[Items from a dataset]
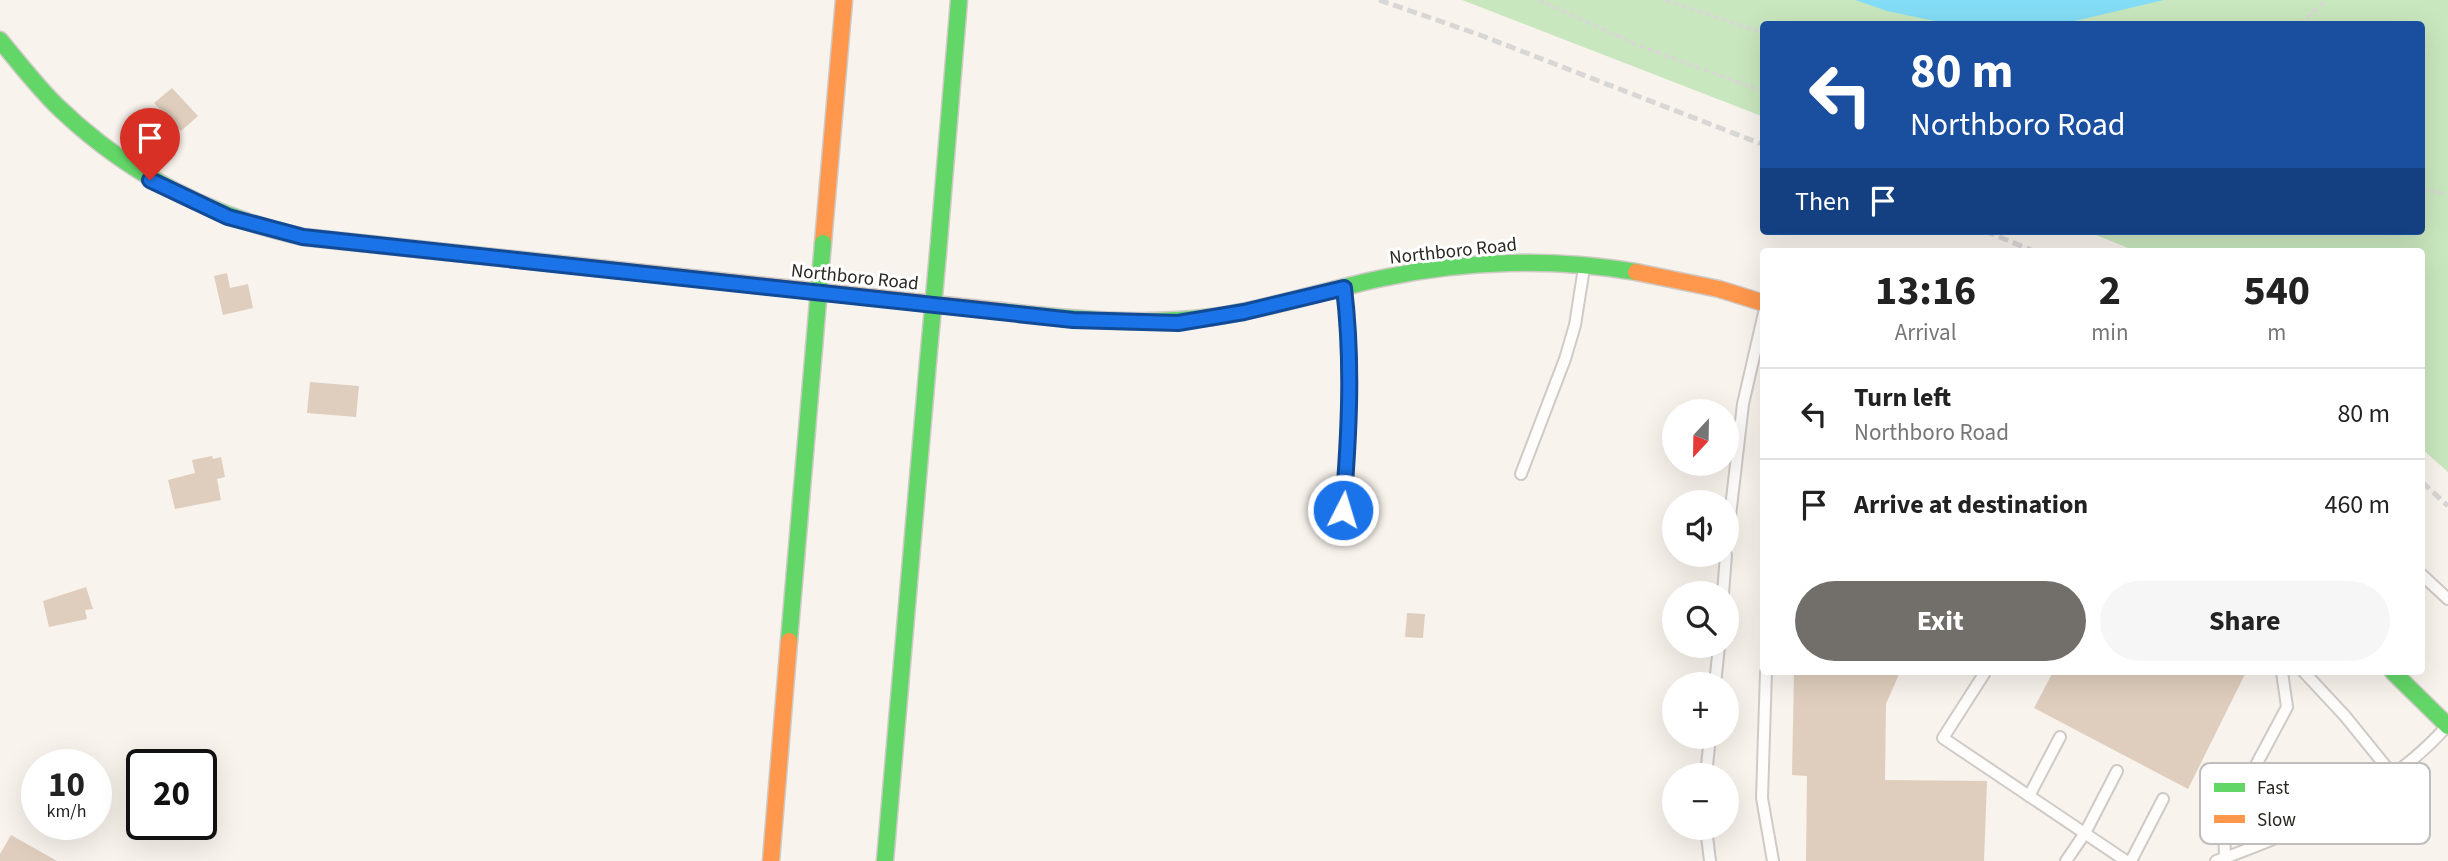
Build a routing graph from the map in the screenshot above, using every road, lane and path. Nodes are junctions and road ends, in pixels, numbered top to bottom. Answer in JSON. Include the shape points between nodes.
{"nodes":[{"id":1,"x":844,"y":0,"type":"edge"},
{"id":2,"x":959,"y":0,"type":"edge"},
{"id":3,"x":1539,"y":0,"type":"edge"},
{"id":4,"x":1665,"y":0,"type":"edge"},
{"id":5,"x":2326,"y":0,"type":"edge"},
{"id":6,"x":2304,"y":21,"type":"edge"},
{"id":7,"x":1760,"y":32,"type":"edge"},
{"id":8,"x":0,"y":40,"type":"edge"},
{"id":9,"x":1760,"y":91,"type":"edge"},
{"id":10,"x":2425,"y":190,"type":"edge"},
{"id":11,"x":2448,"y":194,"type":"edge"},
{"id":12,"x":1585,"y":265,"type":"junction"},
{"id":13,"x":1344,"y":288,"type":"junction"},
{"id":14,"x":1760,"y":302,"type":"edge"},
{"id":15,"x":1760,"y":330,"type":"edge"},
{"id":16,"x":1521,"y":474,"type":"dead end"},
{"id":17,"x":1733,"y":490,"type":"edge"},
{"id":18,"x":1343,"y":510,"type":"dead end"},
{"id":19,"x":2425,"y":578,"type":"edge"},
{"id":20,"x":2448,"y":599,"type":"edge"},
{"id":21,"x":1766,"y":675,"type":"edge"},
{"id":22,"x":1983,"y":675,"type":"edge"},
{"id":23,"x":2282,"y":675,"type":"edge"},
{"id":24,"x":2307,"y":675,"type":"edge"},
{"id":25,"x":2396,"y":675,"type":"edge"},
{"id":26,"x":2445,"y":718,"type":"edge"},
{"id":27,"x":2060,"y":737,"type":"dead end"},
{"id":28,"x":893,"y":738,"type":"junction"},
{"id":29,"x":2257,"y":763,"type":"edge"},
{"id":30,"x":2383,"y":763,"type":"edge"},
{"id":31,"x":2406,"y":763,"type":"edge"},
{"id":32,"x":2117,"y":771,"type":"dead end"},
{"id":33,"x":2029,"y":796,"type":"junction"},
{"id":34,"x":2163,"y":799,"type":"dead end"},
{"id":35,"x":2085,"y":833,"type":"junction"},
{"id":36,"x":1707,"y":840,"type":"edge"},
{"id":37,"x":2262,"y":844,"type":"edge"},
{"id":38,"x":2220,"y":860,"type":"edge"},
{"id":39,"x":771,"y":861,"type":"edge"},
{"id":40,"x":885,"y":861,"type":"edge"},
{"id":41,"x":892,"y":861,"type":"edge"},
{"id":42,"x":1710,"y":861,"type":"edge"},
{"id":43,"x":1773,"y":861,"type":"edge"},
{"id":44,"x":2066,"y":861,"type":"edge"},
{"id":45,"x":2129,"y":861,"type":"edge"}],
"edges":[{"from":1,"to":39,"type":"main road","bridge":true},
{"from":2,"to":28,"type":"main road","bridge":true},
{"from":3,"to":9,"type":"path","via":[[1637,45]]},
{"from":4,"to":7,"type":"path"},
{"from":5,"to":6,"type":"path"},
{"from":8,"to":13,"type":"main road","name":"Northboro Road","via":[[56,105],[139,173],[200,206],[277,232],[1100,322],[1200,320]]},
{"from":10,"to":11,"type":"path"},
{"from":12,"to":13,"type":"main road","name":"Northboro Road","via":[[1462,267],[1390,276]]},
{"from":12,"to":14,"type":"main road","name":"Northboro Road","via":[[1675,277]]},
{"from":12,"to":16,"type":"lane","via":[[1575,325]]},
{"from":13,"to":18,"type":"lane","via":[[1350,381]]},
{"from":15,"to":17,"type":"lane","via":[[1743,404]]},
{"from":19,"to":20,"type":"lane"},
{"from":21,"to":43,"type":"lane","via":[[1762,798]]},
{"from":22,"to":33,"type":"lane","via":[[1943,738]]},
{"from":23,"to":29,"type":"lane","via":[[2287,707]]},
{"from":24,"to":30,"type":"lane"},
{"from":25,"to":26,"type":"main road"},
{"from":26,"to":31,"type":"lane","via":[[2433,741]]},
{"from":27,"to":33,"type":"lane"},
{"from":28,"to":40,"type":"main road"},
{"from":28,"to":41,"type":"main road"},
{"from":32,"to":35,"type":"lane"},
{"from":33,"to":35,"type":"lane"},
{"from":34,"to":45,"type":"lane"},
{"from":35,"to":44,"type":"lane"},
{"from":35,"to":45,"type":"lane"},
{"from":36,"to":42,"type":"lane"},
{"from":37,"to":38,"type":"lane"}]}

* Description of the task
The answer must be a single number: how many lines in the data contain the string "name"?

* Exercise solution
3